El respeto con que hablan de Carlos Martí “sus” jugadores
(las comillas apuntan a que los peloteros no son una pertenencia esclava de
quienes los dirigen), se corresponde con el modo como él los trata. Quizás no haya
podido, o no se le ha propiciado hacerlo,
buscar para “sus” muchachos —hombres, seres humanos— la solución de algunos de
sus problemas materiales básicos, lo que debe constituir un mecanismo social
irreductible a grupos descollantes. Pero se aprecia que no los humilla, no pasa
de la plausible exigencia de rigor a crearles tensiones desmedidas que pudieran
hacerlos perder juegos cruciales.
A quien no sea capaz de dirigir así a deportistas —para
no hablar de otros colectivos, aunque el asunto ni empieza ni acaba en
aquellos— no se le debería conceder tal autoridad, pues con ella puede generar
más deformaciones que rectitudes. Tal vez hasta en la manera de escoger
refuerzos para el equipo que encabeza se aprecien rasgos aleccionadores en el
mentor de Granma, y no sería injusto ni impertinente apuntar que su andadura
deportiva es asimismo —aunque el hecho sea aleatorio y el útil fechismo no se
deba tomar como algo fundamental— un buen tributo, en su sexagésimo aniversario,
al recorrido hacia la historia de la embarcación que dio origen al bautizo de
la provincia que ese equipo representa.
Mucho más importante que alcanzar victorias concretas en
competencias deportivas —por muy valiosas y estimulantes que ellas resulten— es
y será formar ciudadanos correctos, honrados, decentes, de buena conducta. Es a
eso a lo que todo apunta que desea contribuir Carlos Martí, quien lo hace
discretamente, sin aspavientos, sin necesidad de robar cámara, ni de ostentar
prerrogativas. Nadie dude que, para ostentaciones, puede haber máscaras
diversas, aunque a la postre sea fácil descubrirlas, y en ninguna esfera se
deberían consentir hasta que los malos resultados estallen y se tornen
visiblemente intolerables.
No es la primera vez que el autor escribe sobre pelota,
ni este es su primer elogio a un mentor victorioso. Haberlo hecho antes le ha causado
regocijos, y también alguna decepción: hay quienes son capaces de enlodar su currículo
deportivo, incluido su desempeño de managers,
traicionando nombre y aureola maceicos.

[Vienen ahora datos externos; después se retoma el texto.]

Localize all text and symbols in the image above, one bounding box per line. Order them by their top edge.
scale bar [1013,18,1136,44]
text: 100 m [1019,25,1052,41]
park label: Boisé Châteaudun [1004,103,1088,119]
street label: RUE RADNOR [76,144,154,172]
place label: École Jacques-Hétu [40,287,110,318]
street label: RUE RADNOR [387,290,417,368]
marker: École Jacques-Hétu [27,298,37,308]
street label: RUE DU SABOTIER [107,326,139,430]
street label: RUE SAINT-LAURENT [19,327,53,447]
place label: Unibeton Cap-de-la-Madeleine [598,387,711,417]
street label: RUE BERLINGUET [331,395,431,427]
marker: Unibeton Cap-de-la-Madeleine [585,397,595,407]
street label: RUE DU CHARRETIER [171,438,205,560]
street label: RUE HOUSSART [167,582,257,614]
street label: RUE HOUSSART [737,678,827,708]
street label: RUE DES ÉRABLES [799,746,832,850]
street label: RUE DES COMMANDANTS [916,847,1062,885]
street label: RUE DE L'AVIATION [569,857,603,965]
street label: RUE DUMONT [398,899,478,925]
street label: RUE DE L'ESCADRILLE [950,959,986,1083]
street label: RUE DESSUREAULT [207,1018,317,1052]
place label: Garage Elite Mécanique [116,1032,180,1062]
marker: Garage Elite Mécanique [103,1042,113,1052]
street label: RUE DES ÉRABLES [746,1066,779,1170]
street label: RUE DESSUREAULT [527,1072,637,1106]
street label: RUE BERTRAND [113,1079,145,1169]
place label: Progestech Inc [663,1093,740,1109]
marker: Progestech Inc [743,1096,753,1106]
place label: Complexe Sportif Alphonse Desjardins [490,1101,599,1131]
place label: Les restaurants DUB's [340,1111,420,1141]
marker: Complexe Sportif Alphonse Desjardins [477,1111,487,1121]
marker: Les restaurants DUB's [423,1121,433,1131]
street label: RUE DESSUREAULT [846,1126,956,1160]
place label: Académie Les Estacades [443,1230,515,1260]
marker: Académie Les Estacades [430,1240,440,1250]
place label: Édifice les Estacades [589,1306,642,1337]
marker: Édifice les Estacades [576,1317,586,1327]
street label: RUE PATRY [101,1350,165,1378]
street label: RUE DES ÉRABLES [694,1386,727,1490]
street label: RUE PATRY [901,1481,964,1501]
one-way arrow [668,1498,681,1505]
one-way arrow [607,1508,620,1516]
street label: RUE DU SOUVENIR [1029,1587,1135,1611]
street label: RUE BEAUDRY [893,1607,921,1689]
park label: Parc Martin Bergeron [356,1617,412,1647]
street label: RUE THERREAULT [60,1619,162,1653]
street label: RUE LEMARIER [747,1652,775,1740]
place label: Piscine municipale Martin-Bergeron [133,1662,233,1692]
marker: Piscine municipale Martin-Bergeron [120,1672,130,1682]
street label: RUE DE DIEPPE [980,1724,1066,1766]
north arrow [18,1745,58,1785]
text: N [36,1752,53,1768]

Pero el articulista intuye que el guía
de Granma se mantendrá fiel incluso al apellido que lleva, aunque probablemente
nada lo una en consanguinidad física, sí en la ética, al héroe que signó ese vocablo
con el decoro, con la dignidad, con la estrella que ilumina y mata, y quema antes
que incurrir en deslealtades a la patria y a la honra. ¿No son una las dos?